What you are asked to do |
Could you filter the records below and keep only the lines with the word "points"?

Extracted records |
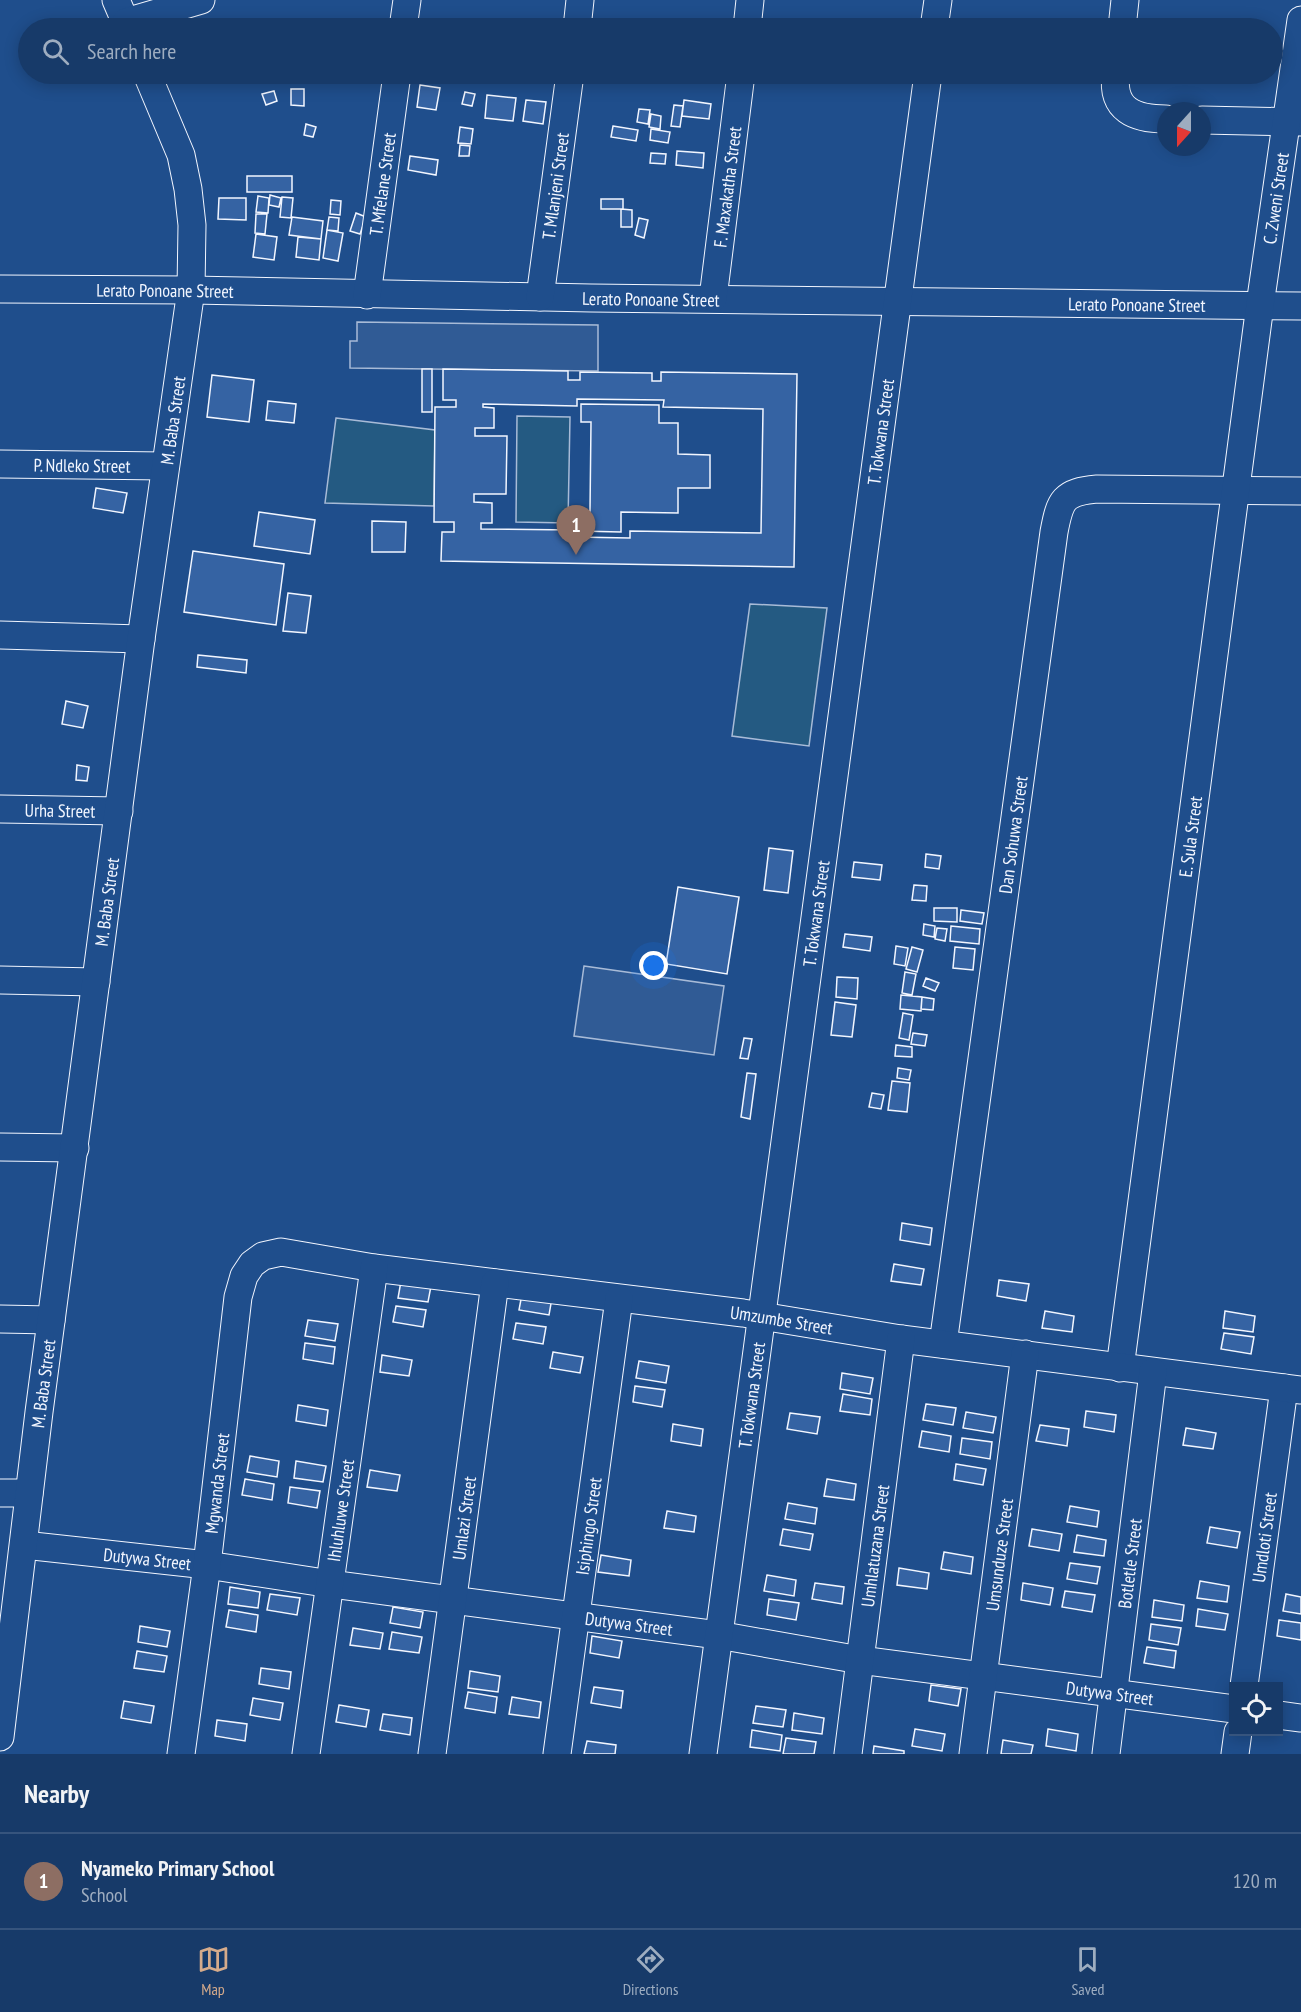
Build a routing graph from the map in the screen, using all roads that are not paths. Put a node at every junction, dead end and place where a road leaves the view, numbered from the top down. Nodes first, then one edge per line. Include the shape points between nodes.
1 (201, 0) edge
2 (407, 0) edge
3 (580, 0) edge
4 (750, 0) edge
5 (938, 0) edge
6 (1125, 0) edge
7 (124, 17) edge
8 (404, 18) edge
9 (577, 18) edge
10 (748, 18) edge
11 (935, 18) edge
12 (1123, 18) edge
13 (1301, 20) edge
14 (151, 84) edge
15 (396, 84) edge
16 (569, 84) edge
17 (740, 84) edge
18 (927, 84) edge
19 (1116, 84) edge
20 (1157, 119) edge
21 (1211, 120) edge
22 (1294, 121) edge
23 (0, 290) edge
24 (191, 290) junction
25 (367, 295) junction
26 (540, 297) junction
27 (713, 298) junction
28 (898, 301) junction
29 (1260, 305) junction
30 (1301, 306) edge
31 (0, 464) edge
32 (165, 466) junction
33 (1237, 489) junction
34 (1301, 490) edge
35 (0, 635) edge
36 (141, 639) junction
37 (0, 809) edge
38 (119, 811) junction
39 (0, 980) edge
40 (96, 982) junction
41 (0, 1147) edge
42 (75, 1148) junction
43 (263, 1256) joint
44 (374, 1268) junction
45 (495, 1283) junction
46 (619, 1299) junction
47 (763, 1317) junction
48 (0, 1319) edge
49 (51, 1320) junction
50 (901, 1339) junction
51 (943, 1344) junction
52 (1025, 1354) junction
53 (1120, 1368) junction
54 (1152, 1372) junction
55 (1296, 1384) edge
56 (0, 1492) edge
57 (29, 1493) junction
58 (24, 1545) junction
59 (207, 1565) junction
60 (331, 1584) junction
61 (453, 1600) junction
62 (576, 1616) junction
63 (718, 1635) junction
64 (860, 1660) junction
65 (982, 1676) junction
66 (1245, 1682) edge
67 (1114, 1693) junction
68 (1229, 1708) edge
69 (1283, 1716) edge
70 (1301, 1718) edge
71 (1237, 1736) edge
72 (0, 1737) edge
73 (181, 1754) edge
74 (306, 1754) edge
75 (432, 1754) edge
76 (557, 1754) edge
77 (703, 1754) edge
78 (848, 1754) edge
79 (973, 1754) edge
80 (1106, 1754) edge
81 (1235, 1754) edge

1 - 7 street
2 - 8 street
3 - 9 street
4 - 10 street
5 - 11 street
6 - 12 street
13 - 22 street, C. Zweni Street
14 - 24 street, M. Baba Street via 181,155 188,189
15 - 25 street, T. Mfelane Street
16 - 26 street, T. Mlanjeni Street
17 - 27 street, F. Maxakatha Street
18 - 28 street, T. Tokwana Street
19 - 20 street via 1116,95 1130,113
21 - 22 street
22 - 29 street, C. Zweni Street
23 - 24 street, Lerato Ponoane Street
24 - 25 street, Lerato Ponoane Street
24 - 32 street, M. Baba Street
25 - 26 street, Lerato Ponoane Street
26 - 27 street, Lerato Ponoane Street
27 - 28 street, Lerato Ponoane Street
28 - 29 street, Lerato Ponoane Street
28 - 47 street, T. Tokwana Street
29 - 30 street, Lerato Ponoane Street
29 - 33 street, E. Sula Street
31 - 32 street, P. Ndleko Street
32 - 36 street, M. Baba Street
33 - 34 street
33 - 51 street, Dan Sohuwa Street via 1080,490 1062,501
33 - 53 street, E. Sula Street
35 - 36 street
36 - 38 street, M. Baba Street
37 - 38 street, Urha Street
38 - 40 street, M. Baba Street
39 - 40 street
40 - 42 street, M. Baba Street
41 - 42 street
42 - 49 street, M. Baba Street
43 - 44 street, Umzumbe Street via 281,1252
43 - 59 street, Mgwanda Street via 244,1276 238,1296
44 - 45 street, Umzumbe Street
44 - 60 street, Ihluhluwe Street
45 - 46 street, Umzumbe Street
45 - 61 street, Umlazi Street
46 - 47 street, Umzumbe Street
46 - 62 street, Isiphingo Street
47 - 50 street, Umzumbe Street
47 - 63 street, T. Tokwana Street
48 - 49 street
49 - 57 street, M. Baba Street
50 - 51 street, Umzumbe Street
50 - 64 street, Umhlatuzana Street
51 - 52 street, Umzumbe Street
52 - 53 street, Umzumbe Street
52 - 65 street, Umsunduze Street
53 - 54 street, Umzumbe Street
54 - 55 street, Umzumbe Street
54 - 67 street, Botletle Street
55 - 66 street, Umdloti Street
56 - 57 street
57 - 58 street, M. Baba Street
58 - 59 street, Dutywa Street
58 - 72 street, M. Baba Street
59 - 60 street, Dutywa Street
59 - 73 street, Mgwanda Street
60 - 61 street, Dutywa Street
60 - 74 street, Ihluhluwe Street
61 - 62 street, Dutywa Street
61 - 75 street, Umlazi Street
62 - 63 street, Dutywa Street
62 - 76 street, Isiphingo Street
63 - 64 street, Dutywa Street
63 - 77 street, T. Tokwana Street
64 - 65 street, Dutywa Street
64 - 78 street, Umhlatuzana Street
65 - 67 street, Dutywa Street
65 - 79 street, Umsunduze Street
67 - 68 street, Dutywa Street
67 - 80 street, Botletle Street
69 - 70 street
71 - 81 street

--

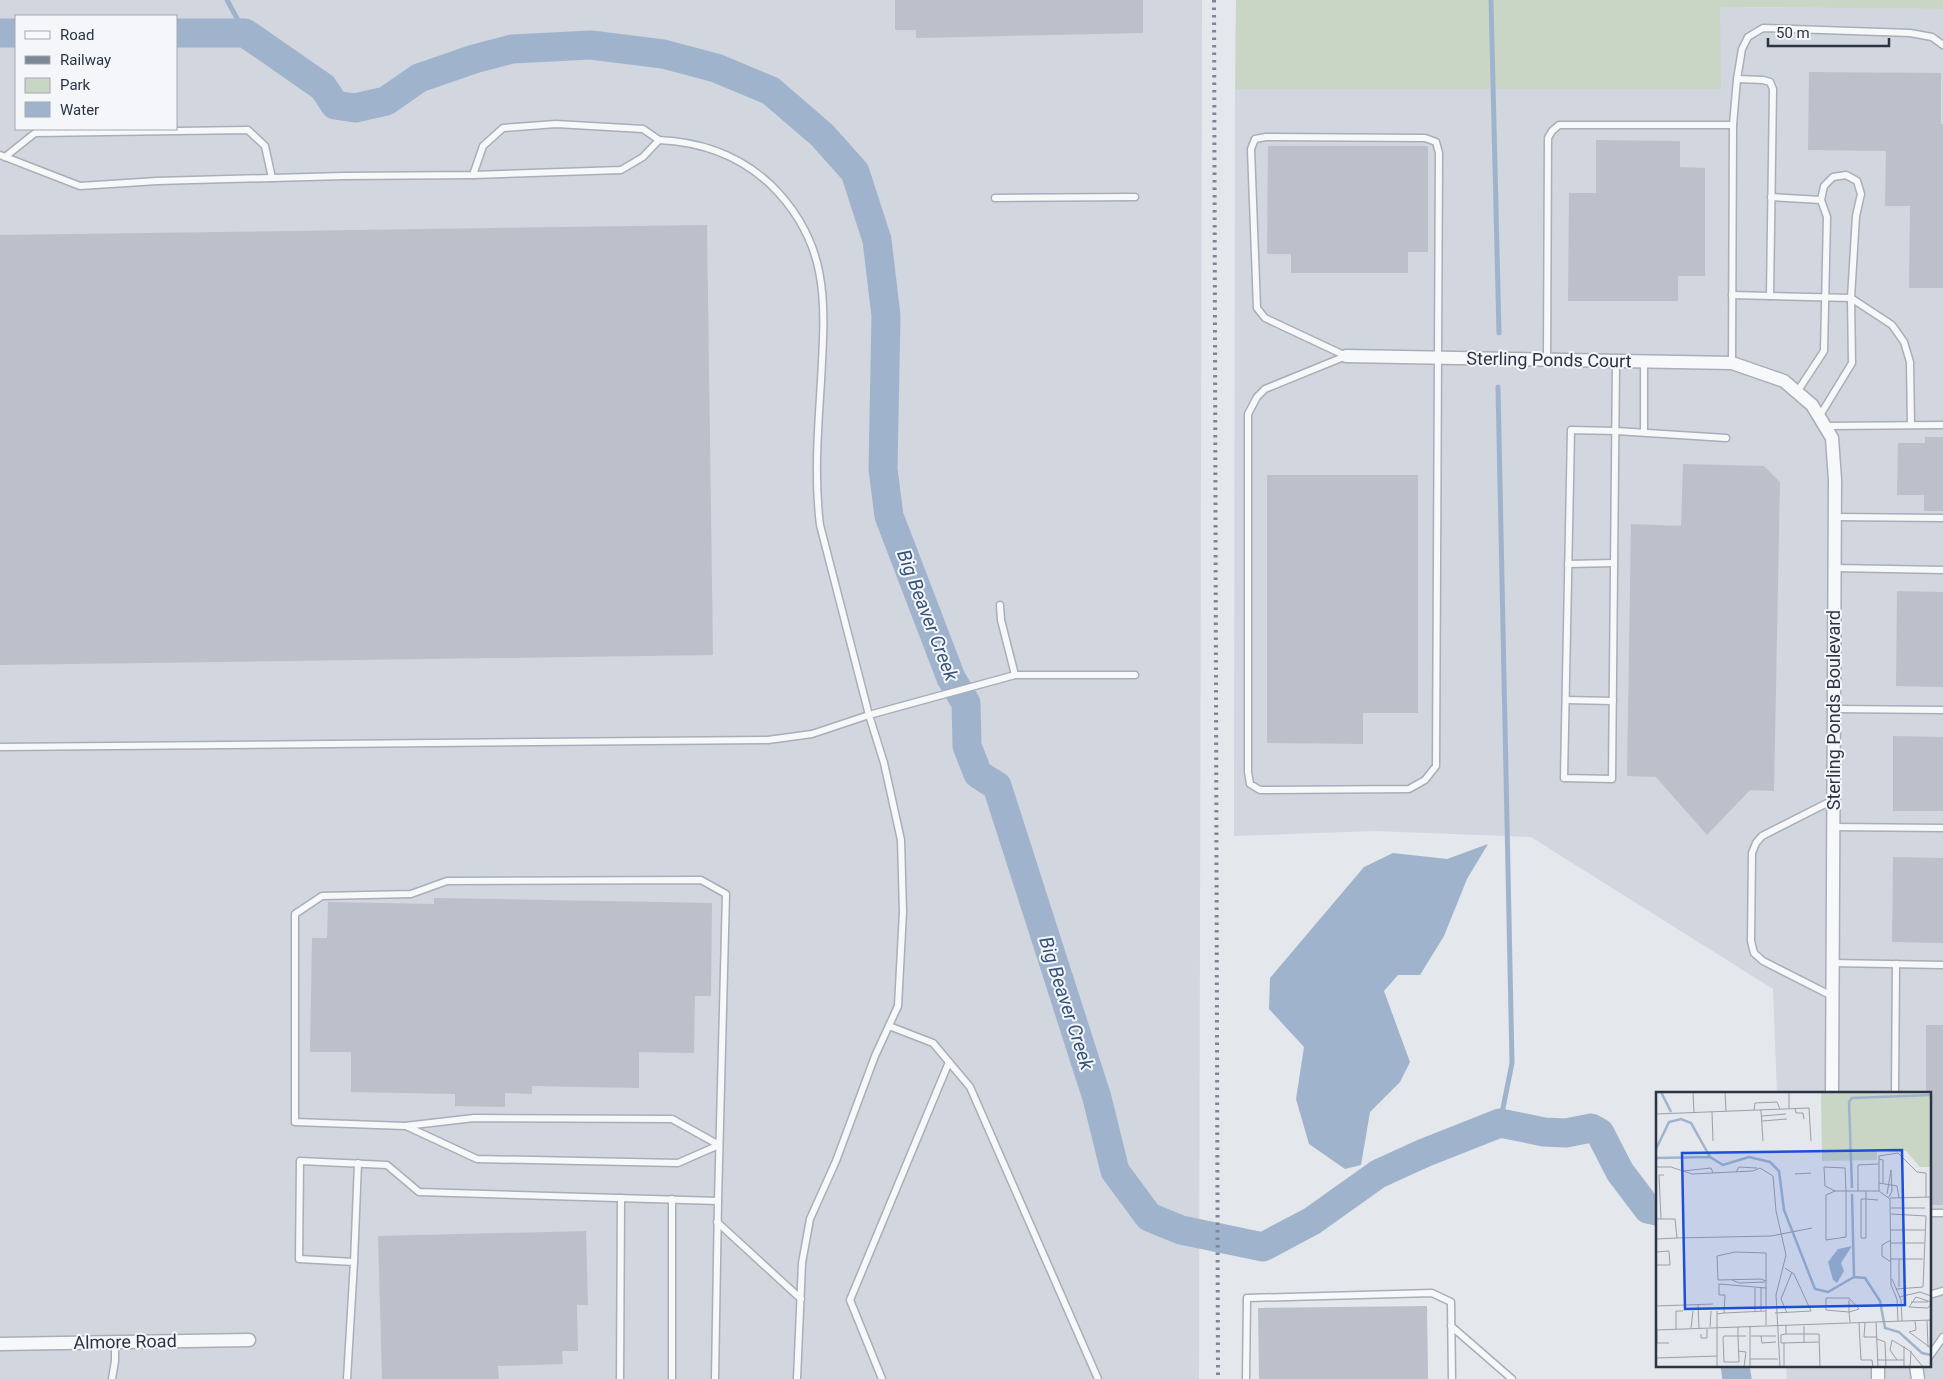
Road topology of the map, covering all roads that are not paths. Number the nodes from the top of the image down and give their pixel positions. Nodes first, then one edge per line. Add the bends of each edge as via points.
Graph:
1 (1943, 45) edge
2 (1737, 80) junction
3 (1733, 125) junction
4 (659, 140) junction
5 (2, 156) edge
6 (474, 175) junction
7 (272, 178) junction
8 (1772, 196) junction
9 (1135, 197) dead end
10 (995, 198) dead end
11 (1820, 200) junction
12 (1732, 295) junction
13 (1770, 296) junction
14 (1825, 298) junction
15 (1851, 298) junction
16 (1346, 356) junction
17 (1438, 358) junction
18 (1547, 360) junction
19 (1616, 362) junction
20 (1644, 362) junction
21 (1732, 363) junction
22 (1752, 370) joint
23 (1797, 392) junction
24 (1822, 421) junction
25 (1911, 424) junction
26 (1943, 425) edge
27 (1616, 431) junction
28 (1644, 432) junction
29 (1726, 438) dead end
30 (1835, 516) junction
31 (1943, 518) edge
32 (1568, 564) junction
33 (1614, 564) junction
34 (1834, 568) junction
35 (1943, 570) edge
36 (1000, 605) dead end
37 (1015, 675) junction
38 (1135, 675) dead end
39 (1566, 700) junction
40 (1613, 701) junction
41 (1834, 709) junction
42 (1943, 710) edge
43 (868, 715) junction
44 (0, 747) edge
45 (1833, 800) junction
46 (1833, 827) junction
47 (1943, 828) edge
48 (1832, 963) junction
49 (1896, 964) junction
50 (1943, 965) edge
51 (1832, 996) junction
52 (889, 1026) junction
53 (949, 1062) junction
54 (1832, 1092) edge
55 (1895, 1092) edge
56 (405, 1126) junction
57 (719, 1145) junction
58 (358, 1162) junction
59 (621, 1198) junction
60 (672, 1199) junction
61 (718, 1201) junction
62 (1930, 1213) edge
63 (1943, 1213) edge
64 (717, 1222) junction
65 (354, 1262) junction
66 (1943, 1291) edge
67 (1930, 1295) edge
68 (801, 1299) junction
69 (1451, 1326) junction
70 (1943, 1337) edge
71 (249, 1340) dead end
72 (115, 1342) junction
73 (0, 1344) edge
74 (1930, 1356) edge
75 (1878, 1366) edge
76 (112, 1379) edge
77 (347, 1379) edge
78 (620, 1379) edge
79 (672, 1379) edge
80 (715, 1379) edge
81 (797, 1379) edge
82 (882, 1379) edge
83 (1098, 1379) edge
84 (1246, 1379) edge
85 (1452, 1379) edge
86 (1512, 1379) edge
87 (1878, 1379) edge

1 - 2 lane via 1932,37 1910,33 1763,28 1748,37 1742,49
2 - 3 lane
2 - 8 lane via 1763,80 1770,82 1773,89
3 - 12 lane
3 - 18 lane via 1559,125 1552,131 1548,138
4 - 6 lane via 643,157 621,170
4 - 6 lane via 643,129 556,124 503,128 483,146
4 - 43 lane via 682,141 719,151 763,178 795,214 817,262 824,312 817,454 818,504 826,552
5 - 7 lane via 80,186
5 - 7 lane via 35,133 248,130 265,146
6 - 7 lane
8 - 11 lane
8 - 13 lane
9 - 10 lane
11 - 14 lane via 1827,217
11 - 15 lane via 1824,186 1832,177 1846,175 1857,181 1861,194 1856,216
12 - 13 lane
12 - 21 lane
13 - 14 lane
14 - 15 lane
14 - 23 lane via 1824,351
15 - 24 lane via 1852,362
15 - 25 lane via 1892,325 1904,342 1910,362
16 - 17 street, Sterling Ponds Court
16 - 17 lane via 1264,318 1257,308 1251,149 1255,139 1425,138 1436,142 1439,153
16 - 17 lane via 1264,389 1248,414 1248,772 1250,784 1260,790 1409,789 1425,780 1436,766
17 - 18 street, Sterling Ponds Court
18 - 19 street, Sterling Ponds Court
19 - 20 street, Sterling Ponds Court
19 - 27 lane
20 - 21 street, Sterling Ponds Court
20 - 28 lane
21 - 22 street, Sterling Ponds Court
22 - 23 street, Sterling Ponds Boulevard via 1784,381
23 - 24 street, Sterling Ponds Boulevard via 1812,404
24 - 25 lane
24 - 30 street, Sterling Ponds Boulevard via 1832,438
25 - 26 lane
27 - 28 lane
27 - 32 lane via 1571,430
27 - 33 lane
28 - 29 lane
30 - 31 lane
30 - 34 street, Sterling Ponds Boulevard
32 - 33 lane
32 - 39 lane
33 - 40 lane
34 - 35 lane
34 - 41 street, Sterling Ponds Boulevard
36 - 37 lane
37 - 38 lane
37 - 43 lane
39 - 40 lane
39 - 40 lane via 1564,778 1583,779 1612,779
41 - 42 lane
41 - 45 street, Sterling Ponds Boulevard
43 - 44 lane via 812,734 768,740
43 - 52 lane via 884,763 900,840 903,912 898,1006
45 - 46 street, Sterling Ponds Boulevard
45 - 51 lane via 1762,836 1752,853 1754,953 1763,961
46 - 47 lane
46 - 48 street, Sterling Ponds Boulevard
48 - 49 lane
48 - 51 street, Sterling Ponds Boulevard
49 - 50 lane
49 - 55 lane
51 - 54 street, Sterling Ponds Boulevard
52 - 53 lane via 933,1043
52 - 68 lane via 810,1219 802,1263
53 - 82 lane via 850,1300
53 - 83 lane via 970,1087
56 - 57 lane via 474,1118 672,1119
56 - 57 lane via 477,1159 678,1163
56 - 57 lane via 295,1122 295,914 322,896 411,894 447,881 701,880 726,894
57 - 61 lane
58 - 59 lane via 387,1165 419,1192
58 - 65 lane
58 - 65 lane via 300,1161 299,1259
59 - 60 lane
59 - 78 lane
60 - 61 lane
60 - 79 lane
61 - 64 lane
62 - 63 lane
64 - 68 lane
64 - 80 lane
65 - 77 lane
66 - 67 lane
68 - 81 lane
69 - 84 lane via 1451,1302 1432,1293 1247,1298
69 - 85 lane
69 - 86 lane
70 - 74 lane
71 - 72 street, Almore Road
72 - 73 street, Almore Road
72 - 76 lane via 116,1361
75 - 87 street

Response below |
Build a routing graph from the map in the screen, using all roads that are not paths. Put a node at every junction, dead end and place where a road leaves the view, numbered from the top down. Nodes first, then one edge per line. Include the shape points between nodes.
Road topology of the map, covering all roads that are not paths. Number the nodes from the top of the image down and give their pixel positions. Nodes first, then one edge per line. Add the bends of each edge as via points.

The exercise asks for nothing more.